Activity: Search the records below for the word "site". Pull out each line that has it.

╭─ Input for this task

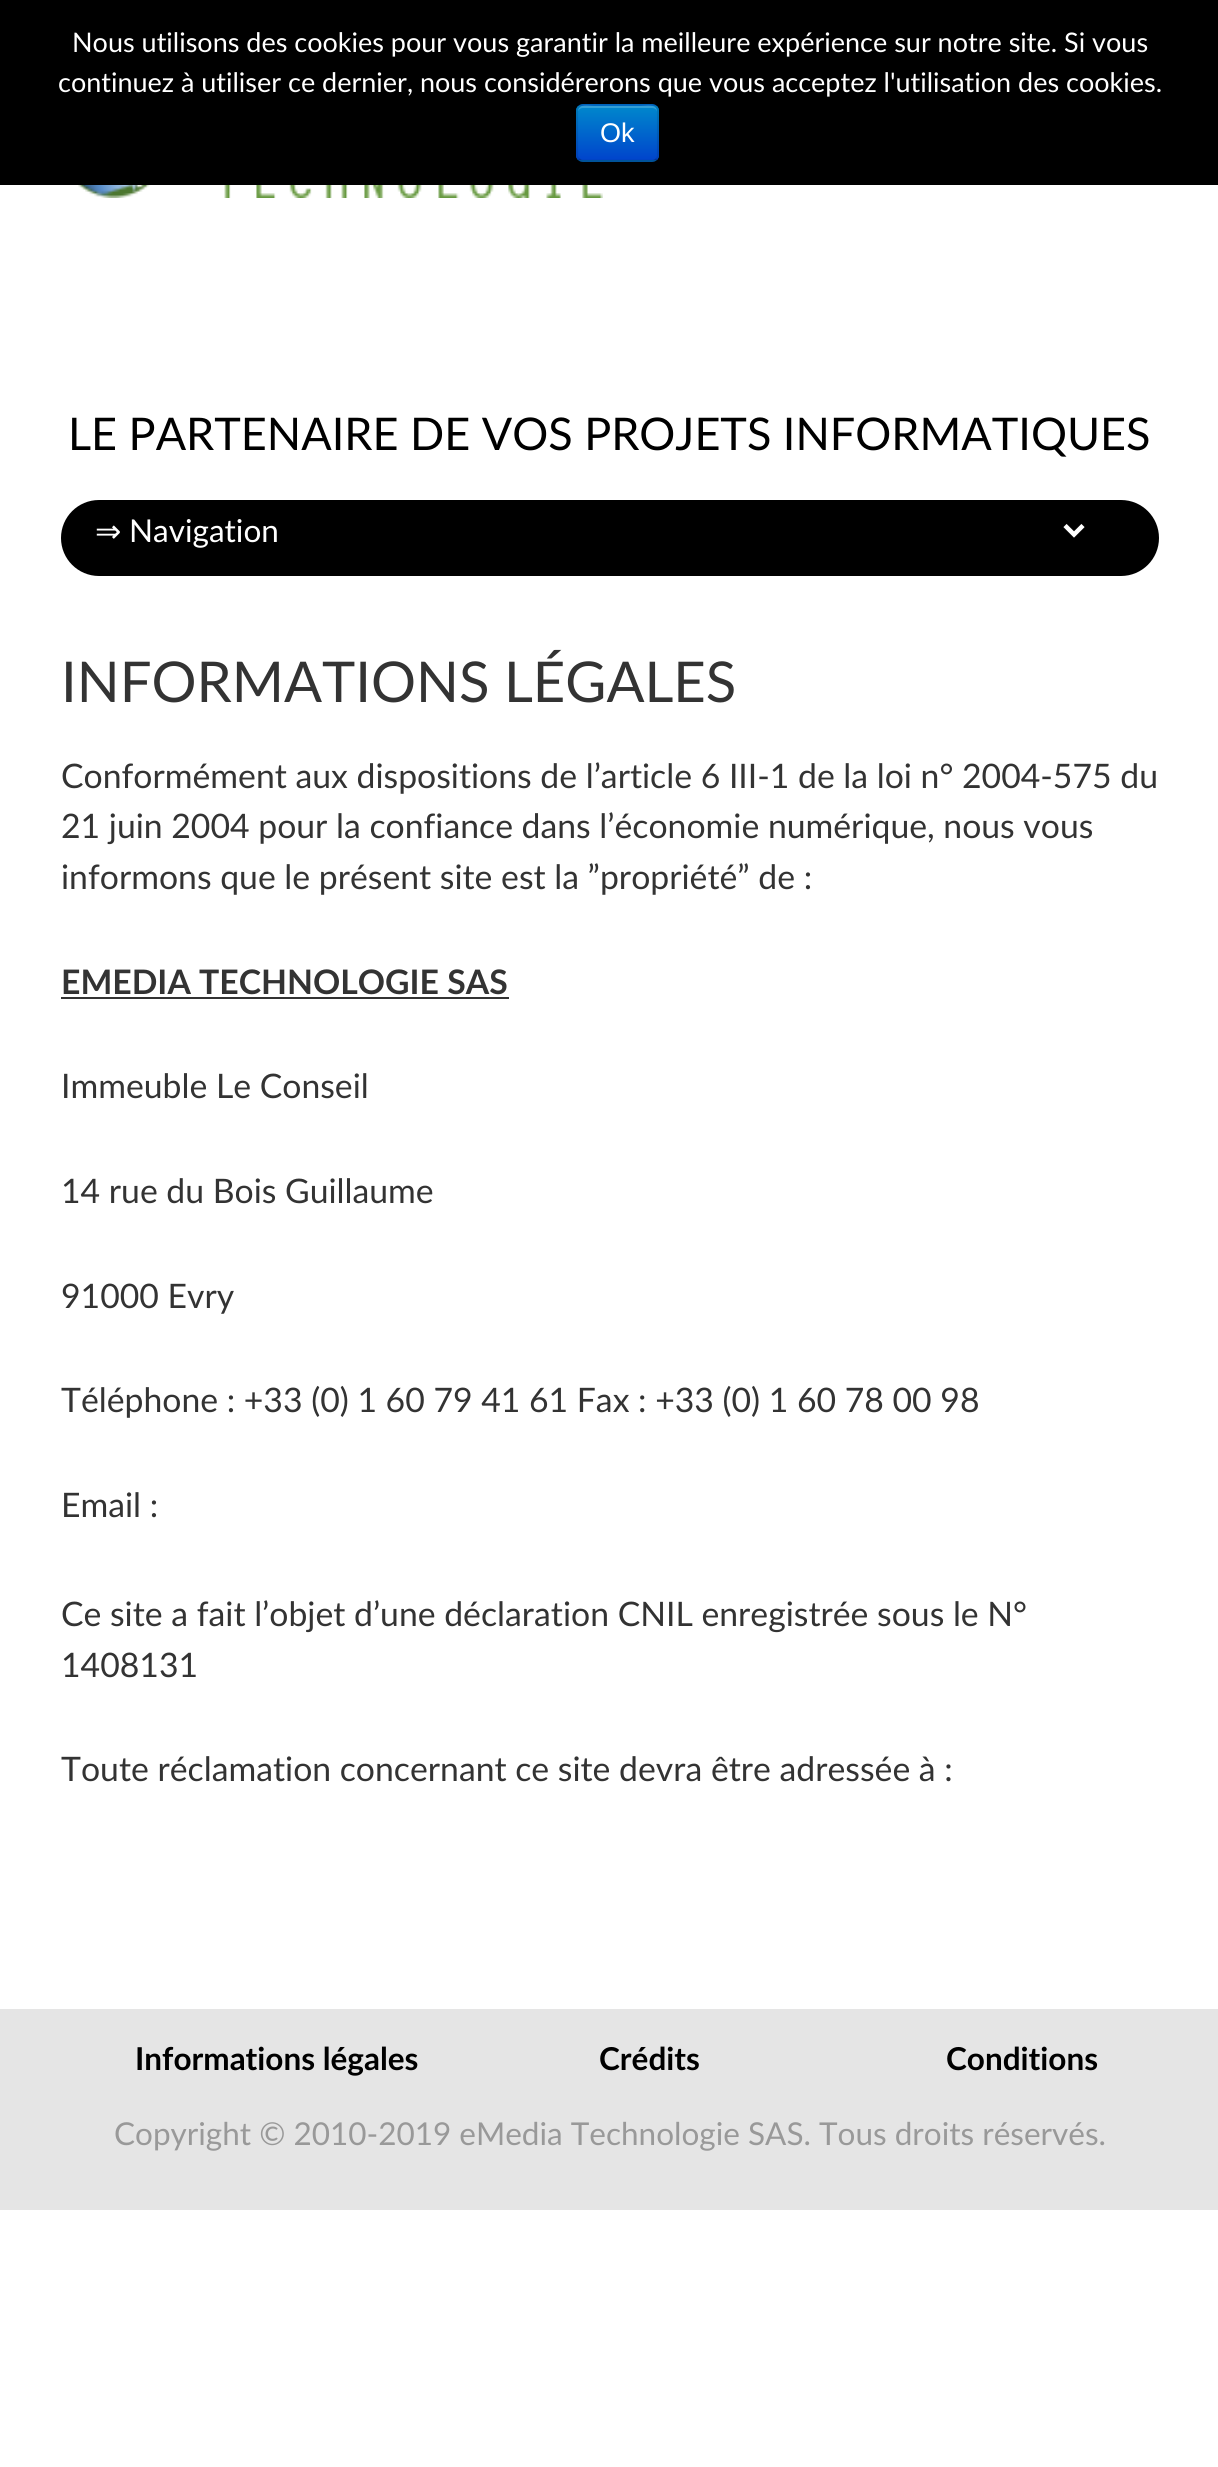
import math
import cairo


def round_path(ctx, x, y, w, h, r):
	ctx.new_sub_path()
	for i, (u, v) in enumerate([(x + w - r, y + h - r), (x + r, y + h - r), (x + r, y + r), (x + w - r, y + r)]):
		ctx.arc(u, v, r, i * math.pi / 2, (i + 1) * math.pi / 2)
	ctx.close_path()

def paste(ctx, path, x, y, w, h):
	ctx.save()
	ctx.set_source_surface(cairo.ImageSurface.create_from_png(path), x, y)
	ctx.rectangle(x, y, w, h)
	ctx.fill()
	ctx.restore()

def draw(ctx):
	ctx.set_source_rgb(1, 1, 1)
	ctx.paint()
	ctx.set_source_rgb(0, 0, 0)
	ctx.rectangle(0, 0, 1218, 185)
	ctx.fill()
	ctx.select_font_face('Lato')
	ctx.set_font_size(27)
	ctx.set_source_rgb(1, 1, 1)
	ctx.move_to(72, 52)
	ctx.show_text('Nous utilisons des cookies pour vous garantir la meilleure expérience sur notre site. Si vous')
	ctx.move_to(58, 92)
	ctx.show_text('continuez à utiliser ce dernier, nous considérerons que vous acceptez l\'utilisation des cookies.')
	ctx.set_source_rgb(0, 0.427, 0.8)
	round_path(ctx, 576, 104, 83, 58, 7)
	ctx.fill()
	ctx.save()
	round_path(ctx, 576, 104, 83, 58, 7)
	ctx.clip()
	gradient = cairo.LinearGradient(618, 106, 618, 160)
	gradient.add_color_stop_rgba(0, 0, 0.533, 0.8, 1)
	gradient.add_color_stop_rgba(1, 0, 0.267, 0.8, 1)
	ctx.set_source(gradient)
	ctx.rectangle(576, 106, 83, 54)
	ctx.fill()
	ctx.restore()
	ctx.set_source_rgba(1, 1, 1, 0.2)
	ctx.new_path()
	ctx.move_to(583, 108)
	ctx.line_to(652, 108)
	ctx.curve_to(655, 108, 657, 110, 657, 112)
	ctx.curve_to(657, 103, 646, 106, 640, 106)
	ctx.line_to(594, 106)
	ctx.curve_to(589, 106, 578, 103, 578, 112)
	ctx.curve_to(578, 110, 580, 108, 583, 108)
	ctx.close_path()
	ctx.fill()
	ctx.new_path()
	ctx.move_to(656.5, 159)
	ctx.curve_to(655.5, 160.5, 654, 161, 652.5, 161)
	ctx.line_to(583, 161)
	ctx.curve_to(581.5, 161, 580, 160.5, 579, 159)
	ctx.set_source_rgba(0, 0, 0, 0.25)
	ctx.set_line_width(2.2)
	ctx.stroke()
	ctx.new_path()
	ctx.move_to(579, 159)
	ctx.curve_to(577.5, 158, 577, 156.5, 577, 155)
	ctx.line_to(577, 110)
	ctx.curve_to(577, 109, 577.5, 107.5, 579, 106.5)
	ctx.curve_to(580, 105, 581.5, 104.5, 583, 104.5)
	ctx.line_to(652.5, 104.5)
	ctx.curve_to(654, 104.5, 655.5, 105, 656.5, 106.5)
	ctx.curve_to(657.5, 107.5, 658, 109, 658, 110)
	ctx.line_to(658, 155)
	ctx.curve_to(658, 156.5, 657.5, 158, 656.5, 159)
	ctx.set_source_rgba(0, 0, 0, 0.1)
	ctx.stroke()
	ctx.select_font_face('Liberation Sans')
	ctx.set_source_rgb(1, 1, 1)
	ctx.move_to(600, 142)
	ctx.show_text('Ok')
	paste(ctx, 'media/1.png', 78, 185, 525, 13)
	ctx.select_font_face('Lato')
	ctx.set_font_size(45)
	ctx.set_source_rgb(0, 0, 0)
	ctx.move_to(68, 450)
	ctx.show_text('LE PARTENAIRE DE VOS PROJETS INFORMATIQUES')
	round_path(ctx, 61, 500, 1098, 76, 38)
	ctx.fill()
	ctx.new_path()
	ctx.move_to(1065, 525.5)
	ctx.line_to(1074, 534.5)
	ctx.line_to(1083, 525.5)
	ctx.set_source_rgb(1, 1, 1)
	ctx.set_line_width(4.5)
	ctx.stroke()
	ctx.select_font_face('DejaVu Sans')
	ctx.set_font_size(31.5)
	ctx.move_to(95, 542)
	ctx.show_text('⇒')
	ctx.select_font_face('Lato')
	ctx.move_to(129, 542)
	ctx.show_text('Navigation')
	ctx.set_font_size(56.25)
	ctx.set_source_rgb(0.2, 0.2, 0.2)
	ctx.move_to(61, 702)
	ctx.show_text('INFORMATIONS LÉGALES')
	ctx.set_font_size(33.75)
	for x, y, s in [
		(61, 788, 'Conformément aux dispositions de l’article 6 III-1 de la loi n° 2004-575 du'),
		(61, 838, '21 juin 2004 pour la confiance dans l’économie numérique, nous vous'),
		(61, 889, 'informons que le présent site est la ”propriété” de :'),
	]:
		ctx.move_to(x, y)
		ctx.show_text(s)
	ctx.select_font_face('Lato', cairo.FONT_SLANT_NORMAL, cairo.FONT_WEIGHT_BOLD)
	ctx.move_to(61, 994)
	ctx.show_text('EMEDIA TECHNOLOGIE SAS')
	ctx.rectangle(61, 997, 448, 2)
	ctx.fill()
	ctx.select_font_face('Lato')
	for x, y, s in [
		(61, 1098, 'Immeuble Le Conseil'),
		(61, 1203, '14 rue du Bois Guillaume'),
		(61, 1308, '91000 Evry'),
		(61, 1412, 'Téléphone : +33 (0) 1 60 79 41 61 Fax : +33 (0) 1 60 78 00 98'),
		(61, 1517, 'Email :'),
		(61, 1626, 'Ce site a fait l’objet d’une déclaration CNIL enregistrée sous le N°'),
		(61, 1677, '1408131'),
		(61, 1781, 'Toute réclamation concernant ce site devra être adressée à :'),
	]:
		ctx.move_to(x, y)
		ctx.show_text(s)
	ctx.set_source_rgb(0.898, 0.898, 0.898)
	ctx.rectangle(0, 2009, 1218, 201)
	ctx.fill()
	ctx.select_font_face('Lato', cairo.FONT_SLANT_NORMAL, cairo.FONT_WEIGHT_BOLD)
	ctx.set_font_size(31.5)
	ctx.set_source_rgb(0, 0, 0)
	for x, y, s in [
		(135, 2070, 'Informations légales'),
		(599, 2070, 'Crédits'),
		(946, 2070, 'Conditions'),
	]:
		ctx.move_to(x, y)
		ctx.show_text(s)
	ctx.select_font_face('Lato')
	ctx.set_source_rgb(0.6, 0.6, 0.6)
	ctx.move_to(114, 2145)
	ctx.show_text('Copyright © 2010-2019 eMedia Technologie SAS. Tous droits réservés.')


surface = cairo.ImageSurface(cairo.FORMAT_RGB24, 1218, 2467)
ctx = cairo.Context(surface)
options = cairo.FontOptions()
options.set_hint_metrics(cairo.HINT_METRICS_OFF)
options.set_hint_style(cairo.HINT_STYLE_NONE)
ctx.set_font_options(options)
ctx.set_miter_limit(4)
draw(ctx)
surface.write_to_png('image.png')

╰─

Response:
	ctx.show_text('Nous utilisons des cookies pour vous garantir la meilleure expérience sur notre site. Si vous')
		(61, 889, 'informons que le présent site est la ”propriété” de :'),
		(61, 1626, 'Ce site a fait l’objet d’une déclaration CNIL enregistrée sous le N°'),
		(61, 1781, 'Toute réclamation concernant ce site devra être adressée à :'),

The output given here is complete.